By now, you’ve probably heard about Braylon Edwards’ scorched-turf takedown of his alma mater after Michigan’s opening dud at Notre Dame, in which he singled out one player as “weak,” another as “scared,” and branded the program “trash.”
The profane tweet was interesting for a few reasons, including its lack of professionalism — Edwards is a now-suspended analyst for the Big Ten Network — and self-awareness.
Uh, Braylon, you’re 35, not 135. You did not exactly play in Michigan’s heyday, either.
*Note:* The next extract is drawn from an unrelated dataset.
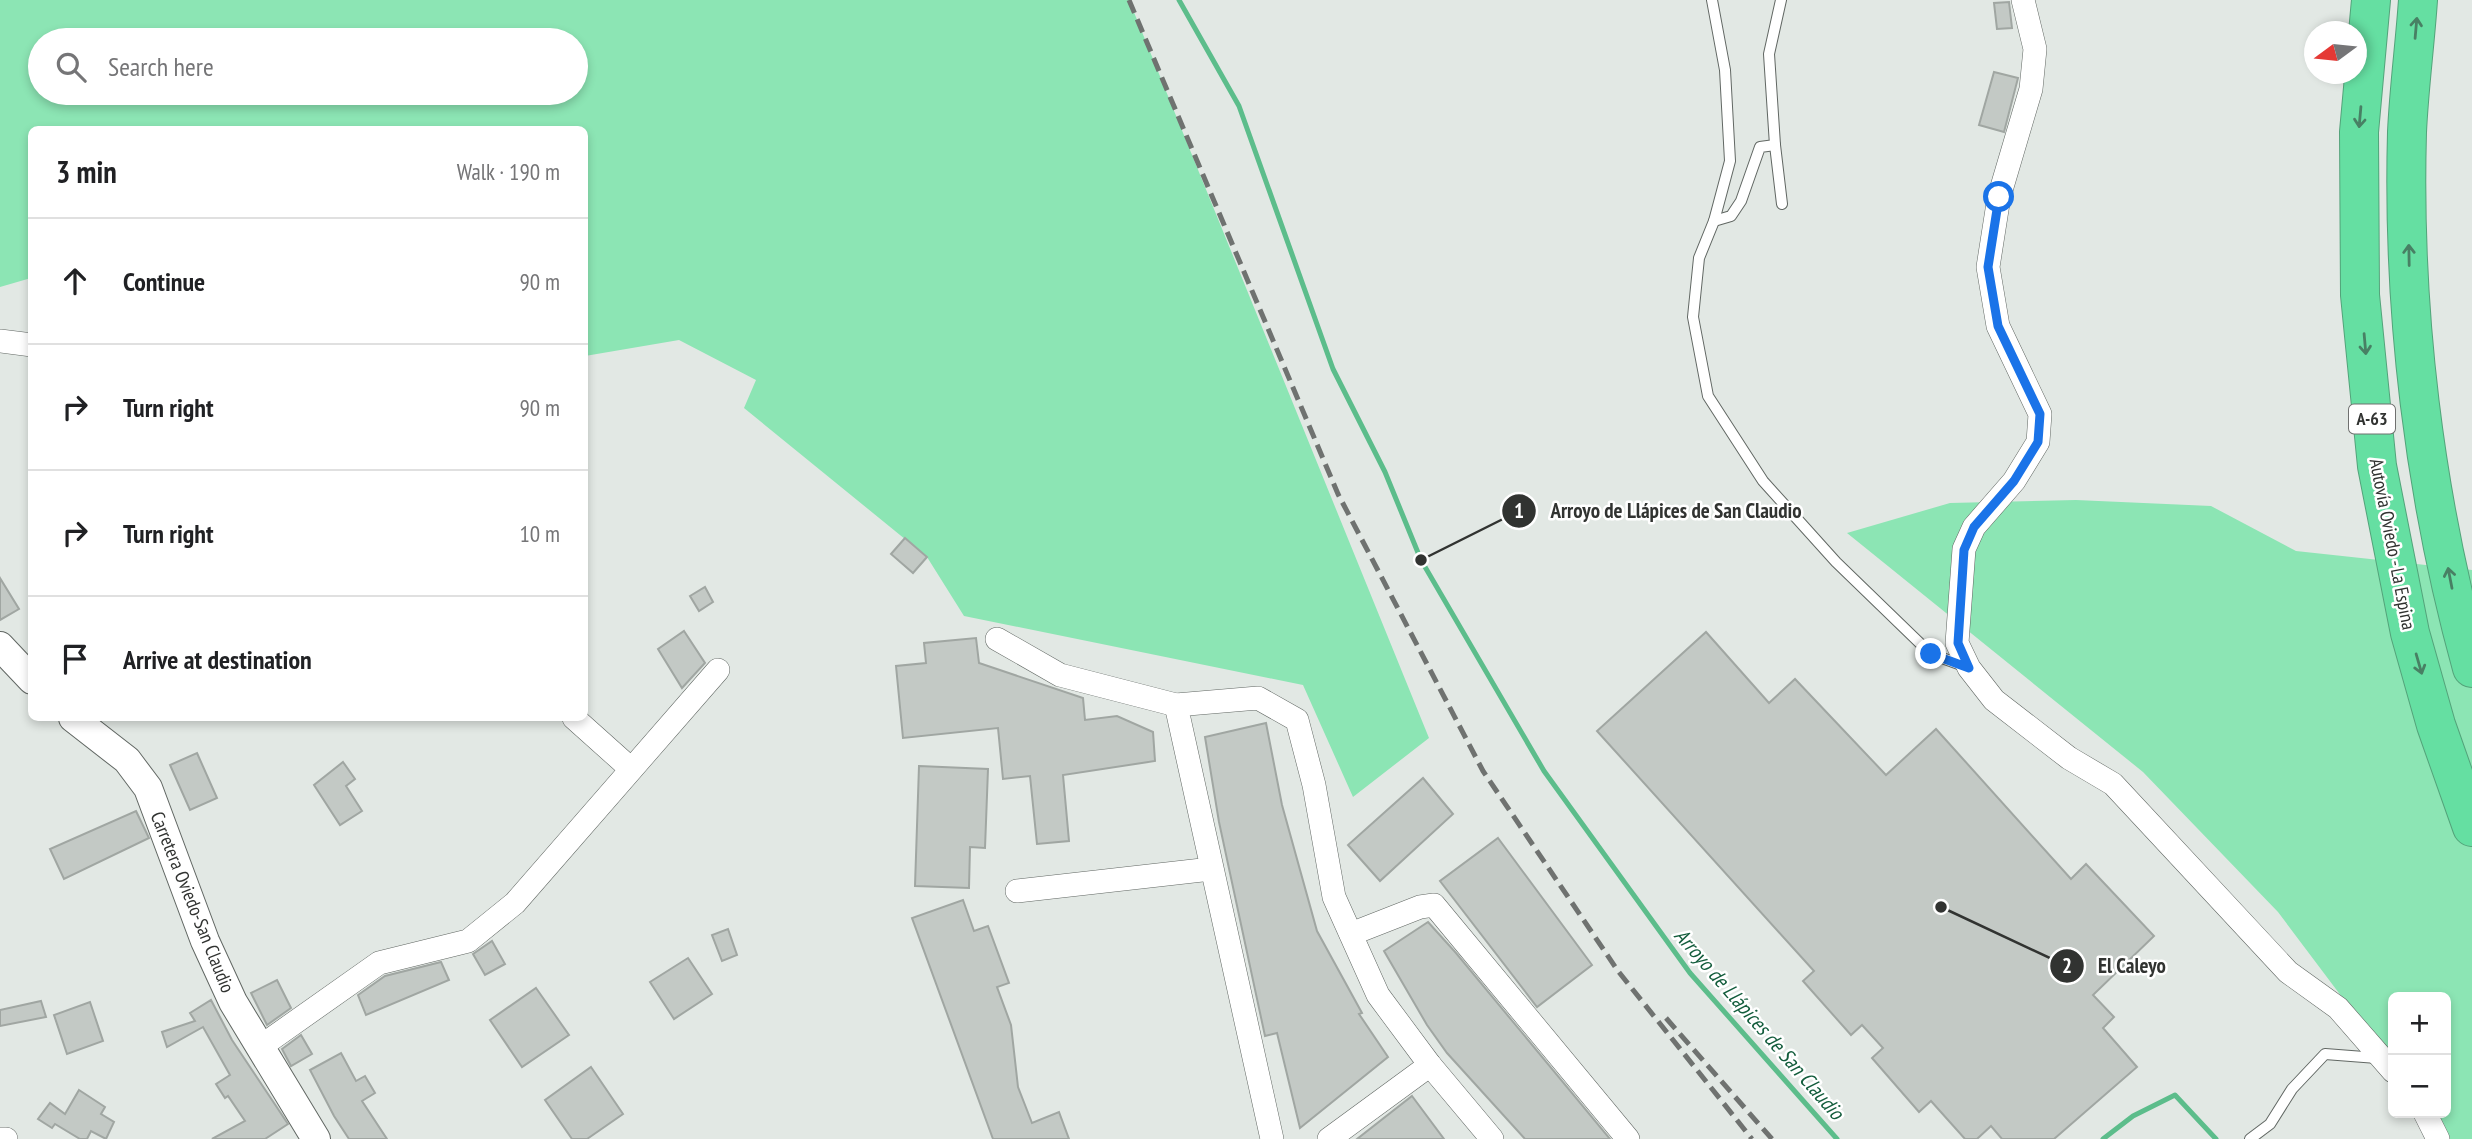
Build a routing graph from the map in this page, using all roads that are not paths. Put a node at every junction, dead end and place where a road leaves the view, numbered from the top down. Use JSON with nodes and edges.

During Edwards’ time in Ann Arbor, from 2001 to 2004, the Wolverines lost 12 games and were 1-3 against the Buckeyes.
Sorry, now we’re being a jerk, too.
Above all, the tweet struck a chord because it cast light on an age-old debate: Where is the line in criticizing amateur athletes?
It’s a question we all must answer, from the boo birds who believe their $100 ticket entitles them to a perfect performance from a 19-year-old sacrificing limb and brain for a $100 million enterprise — or at least better than consecutive three-and-outs against Western Michigan! — to us dopes in the press box.
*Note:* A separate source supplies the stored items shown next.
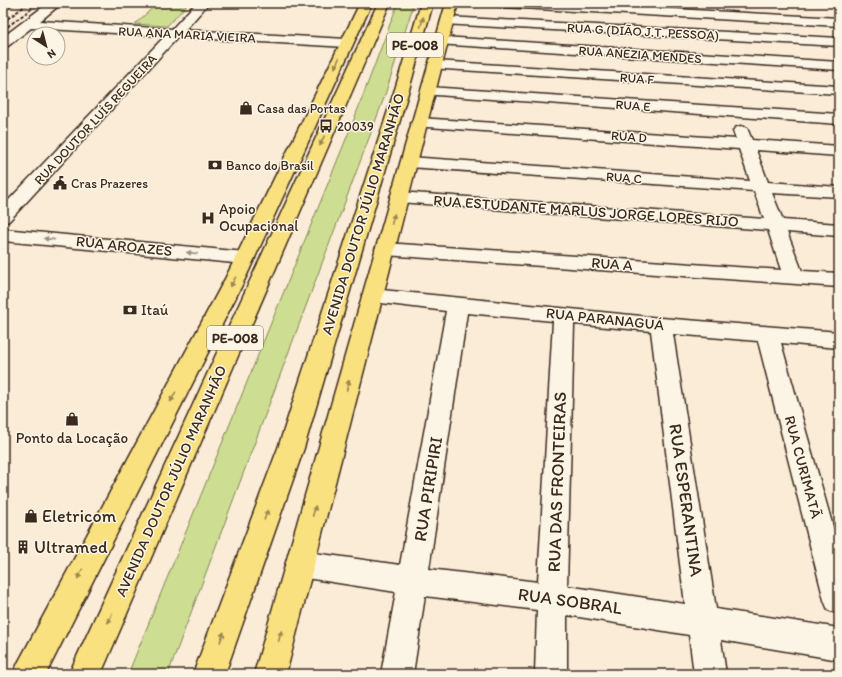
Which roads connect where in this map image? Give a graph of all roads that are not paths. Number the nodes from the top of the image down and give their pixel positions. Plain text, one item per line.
1 (56, 3) edge
2 (203, 3) edge
3 (366, 3) edge
4 (384, 3) edge
5 (427, 3) edge
6 (503, 3) edge
7 (697, 3) edge
8 (703, 15) junction
9 (447, 22) edge
10 (839, 22) edge
11 (27, 24) junction
12 (176, 33) junction
13 (712, 34) junction
14 (727, 36) junction
15 (839, 42) edge
16 (3, 43) edge
17 (346, 43) junction
18 (720, 59) junction
19 (738, 60) junction
20 (435, 65) junction
21 (839, 66) edge
22 (726, 84) junction
23 (839, 90) edge
24 (428, 91) junction
25 (734, 112) junction
26 (839, 119) edge
27 (419, 122) junction
28 (746, 144) junction
29 (839, 151) edge
30 (409, 162) junction
31 (760, 187) junction
32 (839, 192) edge
33 (399, 197) junction
34 (3, 217) edge
35 (774, 224) junction
36 (839, 230) edge
37 (3, 235) edge
38 (385, 249) junction
39 (245, 258) junction
40 (794, 277) junction
41 (839, 280) edge
42 (372, 296) junction
43 (458, 304) junction
44 (564, 315) junction
45 (661, 325) junction
46 (767, 333) junction
47 (839, 340) edge
48 (300, 564) junction
49 (413, 581) junction
50 (552, 598) junction
51 (839, 600) edge
52 (704, 622) junction
53 (839, 644) edge
54 (29, 674) edge
55 (86, 674) edge
56 (209, 674) edge
57 (270, 674) edge
58 (397, 674) edge
59 (551, 674) edge
60 (710, 674) edge

1 - 11 street
2 - 12 street, RUA DOUTOR LUÍS REGUEIRA
3 - 17 main road, AVENIDA DOUTOR JÚLIO MARANHÃO
4 -> 55 main road, AVENIDA DOUTOR JÚLIO MARANHÃO / PE-008
56 -> 5 main road, AVENIDA DOUTOR JÚLIO MARANHÃO / PE-008
6 - 8 street
7 - 8 street
8 - 10 street
8 - 13 street
9 - 13 street, RUA G (DIÃO J.T. PESSOA)
9 - 18 street, RUA ANEZIA MENDES
9 - 20 main road, AVENIDA DOUTOR JÚLIO MARANHÃO
11 - 12 street, RUA ANA MARIA VIEIRA
11 - 16 street
12 - 17 street, RUA ANA MARIA VIEIRA
12 - 34 street, RUA DOUTOR LUÍS REGUEIRA
13 - 14 street, RUA G (DIÃO J.T. PESSOA)
14 - 15 street, RUA G (DIÃO J.T. PESSOA)
14 - 19 street
17 -> 39 main road, AVENIDA DOUTOR JÚLIO MARANHÃO
18 - 19 street, RUA ANEZIA MENDES
18 - 22 street
19 - 21 street, RUA ANEZIA MENDES
20 - 22 street, RUA F
20 - 24 main road, AVENIDA DOUTOR JÚLIO MARANHÃO
22 - 23 street, RUA F
22 - 25 street
24 - 25 street, RUA E
24 - 27 main road, AVENIDA DOUTOR JÚLIO MARANHÃO
25 - 26 street, RUA E
25 - 28 street
27 - 28 street, RUA D
27 - 30 main road, AVENIDA DOUTOR JÚLIO MARANHÃO
28 - 29 street, RUA D
28 - 31 street
30 - 31 street, RUA C
30 - 33 main road, AVENIDA DOUTOR JÚLIO MARANHÃO
31 - 32 street, RUA C
31 - 35 street
33 - 35 street, RUA ESTUDANTE MARLUS JORGE LOPES RIJO
38 -> 33 main road, AVENIDA DOUTOR JÚLIO MARANHÃO
35 - 36 street, RUA ESTUDANTE MARLUS JORGE LOPES RIJO
35 - 40 street
39 -> 37 street, RUA AROAZES
38 - 40 street, RUA A
38 - 42 main road, AVENIDA DOUTOR JÚLIO MARANHÃO
39 -> 54 main road, AVENIDA DOUTOR JÚLIO MARANHÃO
40 - 41 street, RUA A
42 - 43 street, RUA PARANAGUÁ
48 -> 42 main road, AVENIDA DOUTOR JÚLIO MARANHÃO
43 - 44 street, RUA PARANAGUÁ
43 - 49 street, RUA PIRIPIRI
44 - 45 street, RUA PARANAGUÁ
44 - 50 street, RUA DAS FRONTEIRAS
45 - 46 street, RUA PARANAGUÁ
45 - 52 street, RUA ESPERANTINA
46 - 47 street, RUA PARANAGUÁ
46 - 51 street, RUA CURIMATÃ
48 - 49 street, RUA SOBRAL
57 -> 48 main road, AVENIDA DOUTOR JÚLIO MARANHÃO
49 - 50 street, RUA SOBRAL
49 - 58 street, RUA PIRIPIRI
50 - 52 street, RUA SOBRAL
50 - 59 street, RUA DAS FRONTEIRAS
52 - 53 street, RUA SOBRAL
52 - 60 street, RUA ESPERANTINA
For me, it is simple. If we’re talking high school or youth sports — 4-and-under Pony league championship game or not — it is not OK to criticize an athlete. Ever. That’s not the wimpification of America. It’s basic decency.
If the arena is big-time college sports, well, Michigan coach Jim Harbaugh put it best.
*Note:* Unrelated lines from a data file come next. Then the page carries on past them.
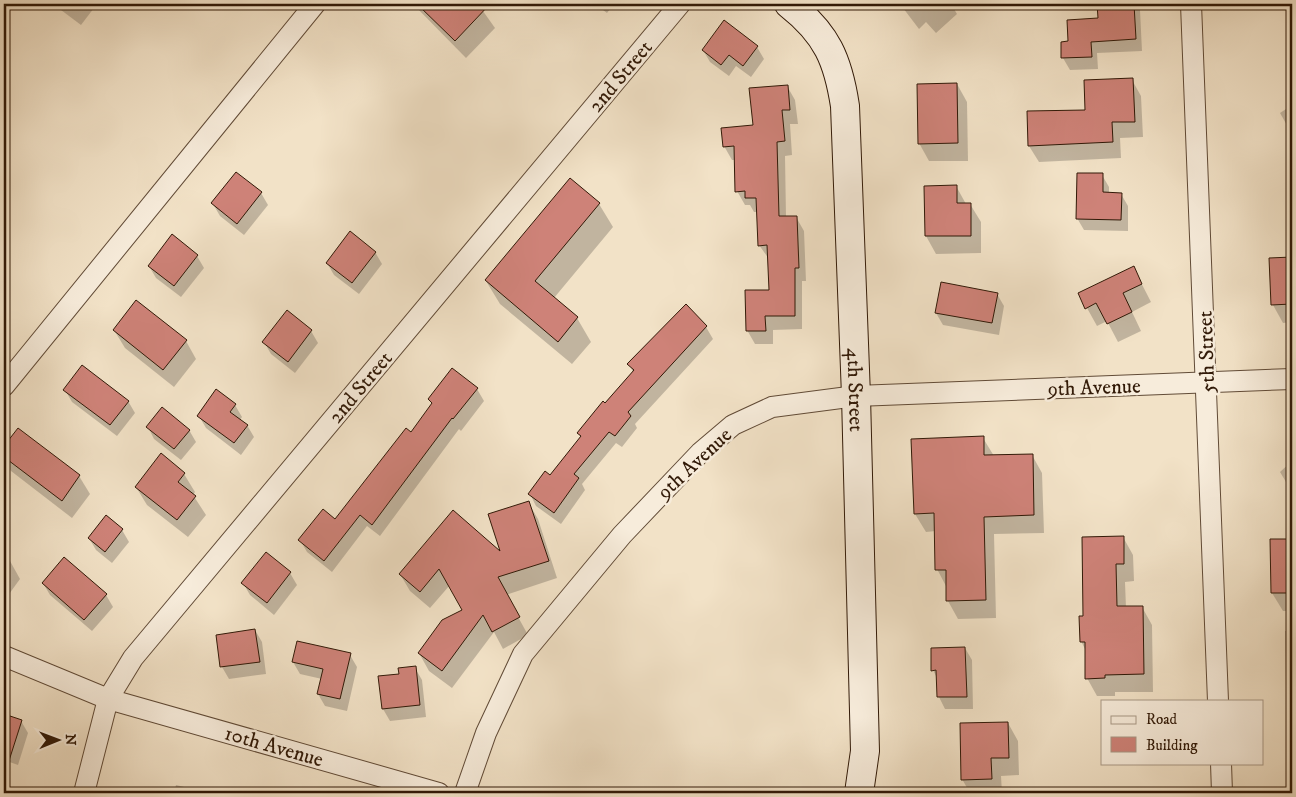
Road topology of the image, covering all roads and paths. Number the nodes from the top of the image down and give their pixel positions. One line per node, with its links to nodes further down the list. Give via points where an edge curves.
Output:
1 (315, 4): 7 (street)
2 (680, 4): 10 (street, 2nd Street, via 178,602 133,658)
3 (790, 4): 8 (street, 4th Street, via 821,34 840,76 845,106)
4 (1191, 4): 6 (street, 5th Street)
5 (1292, 379): 6 (street, 9th Avenue)
6 (1207, 382): 8 (street, 9th Avenue); 11 (street, 5th Street)
7 (4, 386)
8 (856, 396): 15 (street, 9th Avenue, via 772,407 733,425 700,454 622,535 523,654 486,732); 16 (street, 4th Street, via 864,751)
9 (4, 656): 10 (street, 10th Avenue)
10 (108, 699): 13 (street, 2nd Street); 14 (street, 10th Avenue)
11 (1218, 700)
12 (1221, 764): 17 (street)
13 (84, 793)
14 (439, 793)
15 (465, 793)
16 (859, 793)
17 (1222, 793)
“If anyone wants to attack the character of anybody on our ballclub, come after me,” he said. “Not the youngsters.”
It is a good message. Look, Michigan deserves every bit of scorn, especially Harbaugh, a 54-year-old man who earns $7 million per year. It is fair to note he has fewer wins in his last 18 games (nine) than Kentucky’s Mark Stoops (10). Or that his teams are flatter in big games than week-old cola. Or that his offensive playbook still appears stolen from a cave wall.
It is fair, too, to criticize a player’s performance. That comes with the stage, or as Urban Meyer tells his players, “life in the big city.” Passion is great.
But let’s remember these are still kids, or close to it. It is never fine to make it personal, as Edwards — a hell of a player himself who knows well the commitment required of a Division I athlete — curiously did.
Edwards later apologized for the tweet, saying he was “inebriated,” but not before getting in a final dig at Harbaugh.
“1-6 against rivals and the one win was against 3-9 MSU,” he wrote. “Last thing I will ask and really think about this before you get mad...is Michigan better than Iowa?”
Now, that’s valid, the sort of criticism you would expect from a non-homer analyst. Unfortunately, Edwards had already learned his lesson: You drink. You tweet. You lose.
Kind of like his Michigan teams twice did to Iowa.